* _About this exercise_
In full and without changes, output the data.

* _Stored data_
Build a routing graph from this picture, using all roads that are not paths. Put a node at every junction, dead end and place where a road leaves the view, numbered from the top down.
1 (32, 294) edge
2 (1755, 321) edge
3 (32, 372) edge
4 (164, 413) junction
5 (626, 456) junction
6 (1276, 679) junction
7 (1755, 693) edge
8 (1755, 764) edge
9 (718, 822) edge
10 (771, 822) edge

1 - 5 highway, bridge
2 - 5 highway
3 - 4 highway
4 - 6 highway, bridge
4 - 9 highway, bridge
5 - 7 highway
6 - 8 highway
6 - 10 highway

* _Answer box_
Build a routing graph from this picture, using all roads that are not paths. Put a node at every junction, dead end and place where a road leaves the view, numbered from the top down.
1 (32, 294) edge
2 (1755, 321) edge
3 (32, 372) edge
4 (164, 413) junction
5 (626, 456) junction
6 (1276, 679) junction
7 (1755, 693) edge
8 (1755, 764) edge
9 (718, 822) edge
10 (771, 822) edge

1 - 5 highway, bridge
2 - 5 highway
3 - 4 highway
4 - 6 highway, bridge
4 - 9 highway, bridge
5 - 7 highway
6 - 8 highway
6 - 10 highway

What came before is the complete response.